═════ TASK MATERIAL

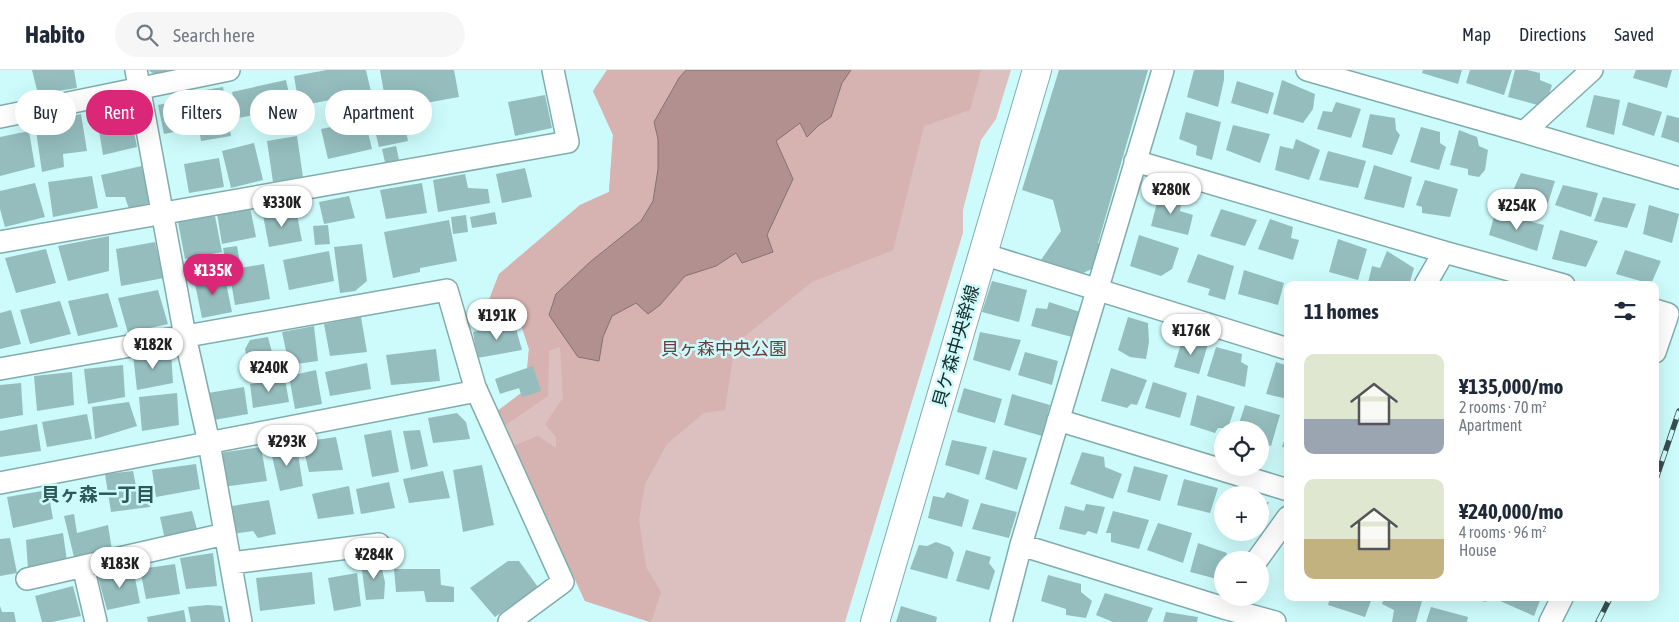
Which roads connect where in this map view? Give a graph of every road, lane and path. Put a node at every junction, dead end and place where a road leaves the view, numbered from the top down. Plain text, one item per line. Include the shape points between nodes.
1 (228, 70) edge
2 (553, 70) edge
3 (1037, 70) edge
4 (1163, 70) edge
5 (1306, 70) edge
6 (1592, 70) edge
7 (137, 80) edge
8 (0, 117) edge
9 (1524, 132) junction
10 (1136, 160) junction
11 (1679, 178) edge
12 (161, 214) junction
13 (0, 242) edge
14 (1444, 252) junction
15 (983, 254) junction
16 (1427, 281) edge
17 (1549, 281) edge
18 (1097, 289) junction
19 (1659, 311) edge
20 (185, 336) junction
21 (1659, 340) edge
22 (1284, 348) edge
23 (0, 369) edge
24 (477, 391) junction
25 (1058, 420) junction
26 (209, 443) junction
27 (0, 483) edge
28 (1284, 489) edge
29 (1284, 523) edge
30 (225, 534) junction
31 (379, 544) dead end
32 (1021, 545) junction
33 (1263, 551) edge
34 (231, 563) junction
35 (83, 566) junction
36 (27, 579) dead end
37 (1214, 599) edge
38 (1560, 601) edge
39 (1235, 606) edge
40 (96, 622) edge
41 (241, 622) edge
42 (509, 622) edge
43 (875, 622) edge
44 (1001, 622) edge
45 (1275, 622) edge
46 (1550, 622) edge

1 - 7 street
2 - 12 street via 568,142
3 - 15 street, 貝ケ森中央幹線
4 - 10 street
5 - 9 street
6 - 9 street
7 - 8 street
7 - 12 street
9 - 11 street
10 - 14 street
10 - 18 street
12 - 13 street
12 - 20 street
14 - 16 street
14 - 17 street
15 - 18 street
15 - 43 street, 貝ケ森中央幹線
18 - 22 street
18 - 25 street
19 - 21 street via 1668,314
20 - 23 street
20 - 24 street via 447,290
20 - 26 street
24 - 26 street
24 - 42 street via 563,582
25 - 28 street
25 - 32 street
26 - 27 street
26 - 30 street
29 - 33 street
30 - 34 street
30 - 35 street
31 - 34 street
32 - 37 street
32 - 44 street
34 - 41 street
35 - 36 street
35 - 40 street
38 - 46 street
39 - 45 street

══════════

■ WHAT YOU SHOULD DO ■
Leave out all pictures, then copy the remaining material exactly.

■ EXPECTED OUTPUT ■
Which roads connect where in this map view? Give a graph of every road, lane and path. Put a node at every junction, dead end and place where a road leaves the view, numbered from the top down. Plain text, one item per line. Include the shape points between nodes.
1 (228, 70) edge
2 (553, 70) edge
3 (1037, 70) edge
4 (1163, 70) edge
5 (1306, 70) edge
6 (1592, 70) edge
7 (137, 80) edge
8 (0, 117) edge
9 (1524, 132) junction
10 (1136, 160) junction
11 (1679, 178) edge
12 (161, 214) junction
13 (0, 242) edge
14 (1444, 252) junction
15 (983, 254) junction
16 (1427, 281) edge
17 (1549, 281) edge
18 (1097, 289) junction
19 (1659, 311) edge
20 (185, 336) junction
21 (1659, 340) edge
22 (1284, 348) edge
23 (0, 369) edge
24 (477, 391) junction
25 (1058, 420) junction
26 (209, 443) junction
27 (0, 483) edge
28 (1284, 489) edge
29 (1284, 523) edge
30 (225, 534) junction
31 (379, 544) dead end
32 (1021, 545) junction
33 (1263, 551) edge
34 (231, 563) junction
35 (83, 566) junction
36 (27, 579) dead end
37 (1214, 599) edge
38 (1560, 601) edge
39 (1235, 606) edge
40 (96, 622) edge
41 (241, 622) edge
42 (509, 622) edge
43 (875, 622) edge
44 (1001, 622) edge
45 (1275, 622) edge
46 (1550, 622) edge

1 - 7 street
2 - 12 street via 568,142
3 - 15 street, 貝ケ森中央幹線
4 - 10 street
5 - 9 street
6 - 9 street
7 - 8 street
7 - 12 street
9 - 11 street
10 - 14 street
10 - 18 street
12 - 13 street
12 - 20 street
14 - 16 street
14 - 17 street
15 - 18 street
15 - 43 street, 貝ケ森中央幹線
18 - 22 street
18 - 25 street
19 - 21 street via 1668,314
20 - 23 street
20 - 24 street via 447,290
20 - 26 street
24 - 26 street
24 - 42 street via 563,582
25 - 28 street
25 - 32 street
26 - 27 street
26 - 30 street
29 - 33 street
30 - 34 street
30 - 35 street
31 - 34 street
32 - 37 street
32 - 44 street
34 - 41 street
35 - 36 street
35 - 40 street
38 - 46 street
39 - 45 street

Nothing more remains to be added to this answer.